Based upon all of the evidence presented in this case I find and conclude as follows: Claimant provided notice to the employer of the '05 injury without any specific details on August 6, 2005. The notice that claimant gave on the date of the injury was insufficient for employer to be put on notice of claimant's accidental injury since it appears that neither employee nor employer/insurer believed at that time that that event was of any significance. No additional information was provided to employer/insurer until after claimant received treatment from her chiropractor and months later sought additional medical care from employer/insurer that included an EMG and an MRI. It was at that time the parties were aware of the significance of her condition and the work relatedness.
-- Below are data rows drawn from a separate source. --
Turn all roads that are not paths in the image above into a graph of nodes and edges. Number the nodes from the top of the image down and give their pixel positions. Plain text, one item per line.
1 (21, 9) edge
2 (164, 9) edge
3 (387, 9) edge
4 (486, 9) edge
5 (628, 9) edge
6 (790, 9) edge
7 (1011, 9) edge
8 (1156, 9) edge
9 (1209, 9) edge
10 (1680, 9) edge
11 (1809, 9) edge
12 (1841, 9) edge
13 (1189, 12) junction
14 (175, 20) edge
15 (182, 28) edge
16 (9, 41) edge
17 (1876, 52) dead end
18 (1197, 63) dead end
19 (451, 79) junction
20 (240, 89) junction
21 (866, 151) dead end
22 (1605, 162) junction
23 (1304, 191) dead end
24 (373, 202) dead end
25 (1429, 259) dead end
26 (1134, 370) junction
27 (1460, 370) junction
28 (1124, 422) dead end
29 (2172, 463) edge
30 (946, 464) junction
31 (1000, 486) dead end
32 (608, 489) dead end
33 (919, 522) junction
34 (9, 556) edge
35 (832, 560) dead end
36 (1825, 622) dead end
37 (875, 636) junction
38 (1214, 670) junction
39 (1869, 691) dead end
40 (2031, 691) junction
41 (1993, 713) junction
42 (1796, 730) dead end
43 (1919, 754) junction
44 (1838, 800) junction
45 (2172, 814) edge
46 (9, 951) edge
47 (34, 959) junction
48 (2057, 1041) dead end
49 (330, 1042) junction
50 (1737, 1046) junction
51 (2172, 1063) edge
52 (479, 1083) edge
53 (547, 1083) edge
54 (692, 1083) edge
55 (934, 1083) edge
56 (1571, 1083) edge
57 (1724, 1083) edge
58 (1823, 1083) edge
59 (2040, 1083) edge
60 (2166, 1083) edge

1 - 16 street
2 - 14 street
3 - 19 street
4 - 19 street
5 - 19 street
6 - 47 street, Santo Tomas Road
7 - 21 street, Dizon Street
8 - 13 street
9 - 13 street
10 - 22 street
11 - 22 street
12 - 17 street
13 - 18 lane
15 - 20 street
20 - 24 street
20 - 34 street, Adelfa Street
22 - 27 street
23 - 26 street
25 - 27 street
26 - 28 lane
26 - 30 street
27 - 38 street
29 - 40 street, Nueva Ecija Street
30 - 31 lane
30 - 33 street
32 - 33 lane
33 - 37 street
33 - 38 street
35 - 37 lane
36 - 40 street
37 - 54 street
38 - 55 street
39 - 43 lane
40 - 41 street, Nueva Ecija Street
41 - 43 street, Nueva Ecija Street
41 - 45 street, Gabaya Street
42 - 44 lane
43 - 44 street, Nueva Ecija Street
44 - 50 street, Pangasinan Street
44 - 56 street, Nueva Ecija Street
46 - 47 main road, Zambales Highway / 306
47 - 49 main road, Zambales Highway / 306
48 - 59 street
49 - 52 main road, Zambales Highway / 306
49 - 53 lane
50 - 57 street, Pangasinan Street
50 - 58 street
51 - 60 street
There was concern by Dr. Estep at Occumed and the employer/insurer of the work relatedness of claimant's condition. In the occupational health clinic notes from Occumed on June 5, 2006, Dr. Estep stated the following:
Recommend orthopedic spine neurosurgical opinion. However upon calling the insurance company, the insurance company is questioning whether or not this is related to the injury on 8/6/05. To help differentiate and expedite the issue, it is recommended at this time that an EMG of the right lower extremity to help differentiate whether or not this is new or old be proceeded with. If the EMG shows an acute radiculopathy with less than three to six months worth of time frame, this may in fact be a new injury versus if it does show chronic issues with greater than six months of age, then it would be consistent with the injury on 8/6/05. This was discussed openly with the insurance company and they did express understanding and agreement. Recommend at this time that an EMG be immediately proceeded with. Arrangements are made at this time. She may return to work with no lifting over 15 pounds, minimize bending or twisting. We will see her after the EMG and then be able to discuss whether or not to proceed with neurosurgical evaluation under a work related issue or whether or not it is non-work related.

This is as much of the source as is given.